↓↓↓

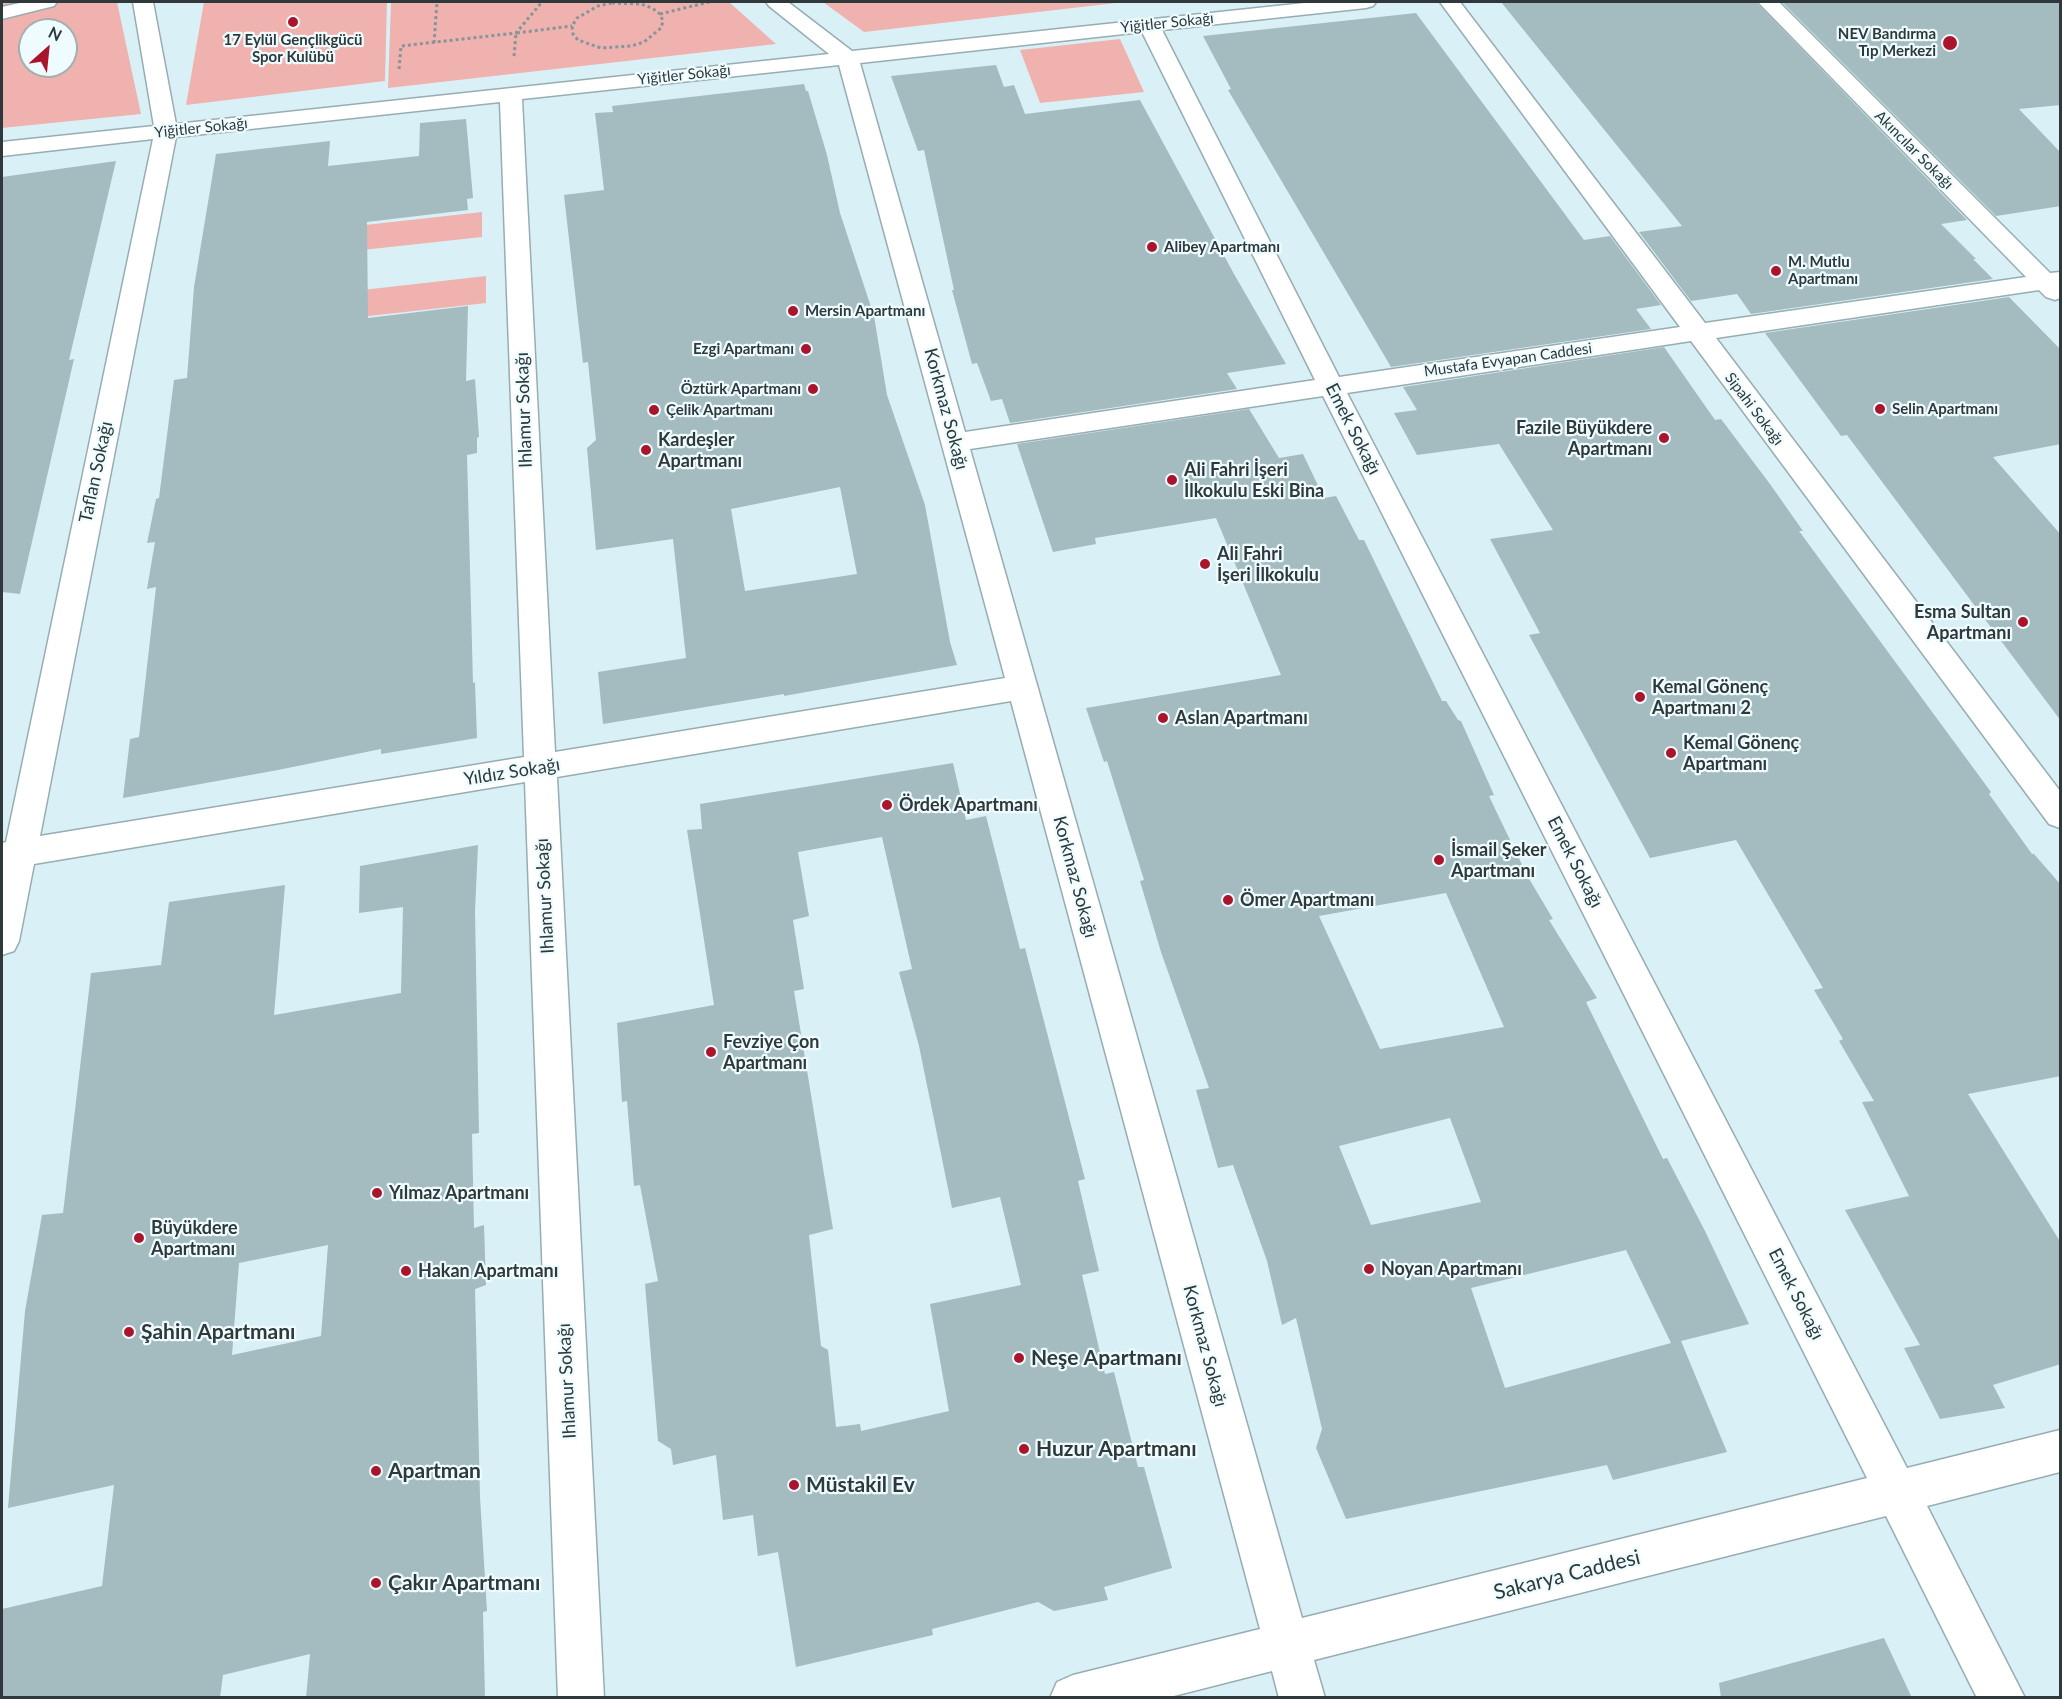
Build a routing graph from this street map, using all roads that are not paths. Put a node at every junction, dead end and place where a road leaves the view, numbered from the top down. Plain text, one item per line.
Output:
1 (47, 2) edge
2 (143, 2) edge
3 (776, 2) edge
4 (1366, 2) edge
5 (1450, 2) edge
6 (1768, 2) edge
7 (2, 13) edge
8 (1149, 25) junction
9 (848, 57) junction
10 (511, 94) junction
11 (166, 131) junction
12 (2, 149) edge
13 (2055, 286) edge
14 (1696, 332) junction
15 (1331, 386) junction
16 (955, 442) junction
17 (1023, 687) junction
18 (540, 767) junction
19 (2061, 815) edge
20 (10, 854) edge
21 (2, 941) edge
22 (2061, 1451) edge
23 (1897, 1492) junction
24 (1287, 1644) junction
25 (581, 1698) edge
26 (1074, 1698) edge
27 (1302, 1698) edge
28 (2002, 1698) edge

1 - 7 street
2 - 11 street, Taflan Sokağı
3 - 9 street
4 - 8 street, Yiğitler Sokağı
5 - 14 street, Sipahi Sokağı
6 - 13 street, Akıncılar Sokağı
8 - 9 street, Yiğitler Sokağı
8 - 15 street, Emek Sokağı
9 - 10 street, Yiğitler Sokağı
9 - 16 street, Korkmaz Sokağı
10 - 11 street, Yiğitler Sokağı
10 - 18 street, Ihlamur Sokağı
11 - 12 street, Yiğitler Sokağı
11 - 20 street, Taflan Sokağı
13 - 14 street, Mustafa Evyapan Caddesi
14 - 15 street, Mustafa Evyapan Caddesi
14 - 19 street, Sipahi Sokağı
15 - 16 street, Mustafa Evyapan Caddesi
15 - 23 street, Emek Sokağı
16 - 17 street, Korkmaz Sokağı
17 - 18 street, Yıldız Sokağı
17 - 24 street, Korkmaz Sokağı
18 - 20 street, Yıldız Sokağı
18 - 25 street, Ihlamur Sokağı
20 - 21 street, Taflan Sokağı
22 - 23 street, Sakarya Caddesi
23 - 24 street, Sakarya Caddesi
23 - 28 street, Emek Sokağı
24 - 26 street, Sakarya Caddesi
24 - 27 street, Korkmaz Sokağı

↑↑↑

#### What you will do:
This exercise calls for the records to be given again exactly, without the images.

#### Answer to this exercise:
Build a routing graph from this street map, using all roads that are not paths. Put a node at every junction, dead end and place where a road leaves the view, numbered from the top down. Plain text, one item per line.
Output:
1 (47, 2) edge
2 (143, 2) edge
3 (776, 2) edge
4 (1366, 2) edge
5 (1450, 2) edge
6 (1768, 2) edge
7 (2, 13) edge
8 (1149, 25) junction
9 (848, 57) junction
10 (511, 94) junction
11 (166, 131) junction
12 (2, 149) edge
13 (2055, 286) edge
14 (1696, 332) junction
15 (1331, 386) junction
16 (955, 442) junction
17 (1023, 687) junction
18 (540, 767) junction
19 (2061, 815) edge
20 (10, 854) edge
21 (2, 941) edge
22 (2061, 1451) edge
23 (1897, 1492) junction
24 (1287, 1644) junction
25 (581, 1698) edge
26 (1074, 1698) edge
27 (1302, 1698) edge
28 (2002, 1698) edge

1 - 7 street
2 - 11 street, Taflan Sokağı
3 - 9 street
4 - 8 street, Yiğitler Sokağı
5 - 14 street, Sipahi Sokağı
6 - 13 street, Akıncılar Sokağı
8 - 9 street, Yiğitler Sokağı
8 - 15 street, Emek Sokağı
9 - 10 street, Yiğitler Sokağı
9 - 16 street, Korkmaz Sokağı
10 - 11 street, Yiğitler Sokağı
10 - 18 street, Ihlamur Sokağı
11 - 12 street, Yiğitler Sokağı
11 - 20 street, Taflan Sokağı
13 - 14 street, Mustafa Evyapan Caddesi
14 - 15 street, Mustafa Evyapan Caddesi
14 - 19 street, Sipahi Sokağı
15 - 16 street, Mustafa Evyapan Caddesi
15 - 23 street, Emek Sokağı
16 - 17 street, Korkmaz Sokağı
17 - 18 street, Yıldız Sokağı
17 - 24 street, Korkmaz Sokağı
18 - 20 street, Yıldız Sokağı
18 - 25 street, Ihlamur Sokağı
20 - 21 street, Taflan Sokağı
22 - 23 street, Sakarya Caddesi
23 - 24 street, Sakarya Caddesi
23 - 28 street, Emek Sokağı
24 - 26 street, Sakarya Caddesi
24 - 27 street, Korkmaz Sokağı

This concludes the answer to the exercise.